* [EXERCISE GOAL] Write back every line of the listing exactly, excluding images.

* [DATA PROVIDED]
------------------------------------------------

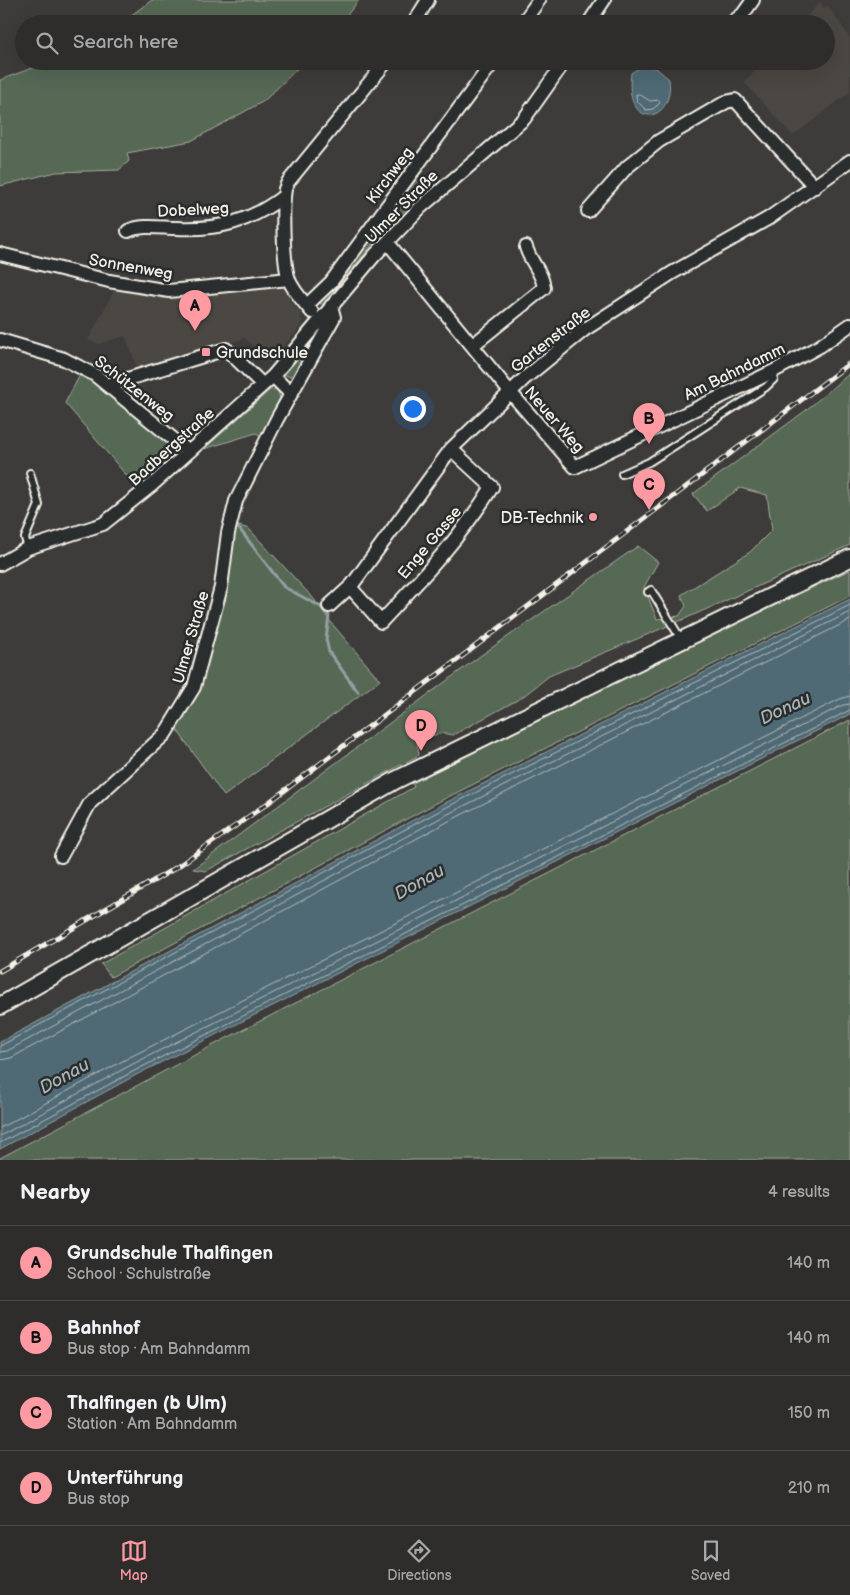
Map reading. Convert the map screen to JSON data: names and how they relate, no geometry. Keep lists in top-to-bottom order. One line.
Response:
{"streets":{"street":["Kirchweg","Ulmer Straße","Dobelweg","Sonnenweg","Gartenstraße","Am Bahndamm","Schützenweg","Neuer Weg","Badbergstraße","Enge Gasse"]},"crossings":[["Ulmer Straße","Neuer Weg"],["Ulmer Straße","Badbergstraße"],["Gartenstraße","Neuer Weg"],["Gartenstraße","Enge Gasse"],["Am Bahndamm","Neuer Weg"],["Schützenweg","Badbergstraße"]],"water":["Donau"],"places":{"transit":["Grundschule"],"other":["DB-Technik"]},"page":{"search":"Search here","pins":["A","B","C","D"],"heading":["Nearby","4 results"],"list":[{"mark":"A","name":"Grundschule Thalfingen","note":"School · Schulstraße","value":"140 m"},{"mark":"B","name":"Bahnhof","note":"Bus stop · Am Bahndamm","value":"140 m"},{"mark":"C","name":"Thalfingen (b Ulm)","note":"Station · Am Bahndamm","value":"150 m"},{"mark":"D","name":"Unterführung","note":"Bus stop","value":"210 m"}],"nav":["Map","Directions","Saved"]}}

------------------------------------------------

* [PROBLEM SOLUTION]
Map reading. Convert the map screen to JSON data: names and how they relate, no geometry. Keep lists in top-to-bottom order. One line.
Response:
{"streets":{"street":["Kirchweg","Ulmer Straße","Dobelweg","Sonnenweg","Gartenstraße","Am Bahndamm","Schützenweg","Neuer Weg","Badbergstraße","Enge Gasse"]},"crossings":[["Ulmer Straße","Neuer Weg"],["Ulmer Straße","Badbergstraße"],["Gartenstraße","Neuer Weg"],["Gartenstraße","Enge Gasse"],["Am Bahndamm","Neuer Weg"],["Schützenweg","Badbergstraße"]],"water":["Donau"],"places":{"transit":["Grundschule"],"other":["DB-Technik"]},"page":{"search":"Search here","pins":["A","B","C","D"],"heading":["Nearby","4 results"],"list":[{"mark":"A","name":"Grundschule Thalfingen","note":"School · Schulstraße","value":"140 m"},{"mark":"B","name":"Bahnhof","note":"Bus stop · Am Bahndamm","value":"140 m"},{"mark":"C","name":"Thalfingen (b Ulm)","note":"Station · Am Bahndamm","value":"150 m"},{"mark":"D","name":"Unterführung","note":"Bus stop","value":"210 m"}],"nav":["Map","Directions","Saved"]}}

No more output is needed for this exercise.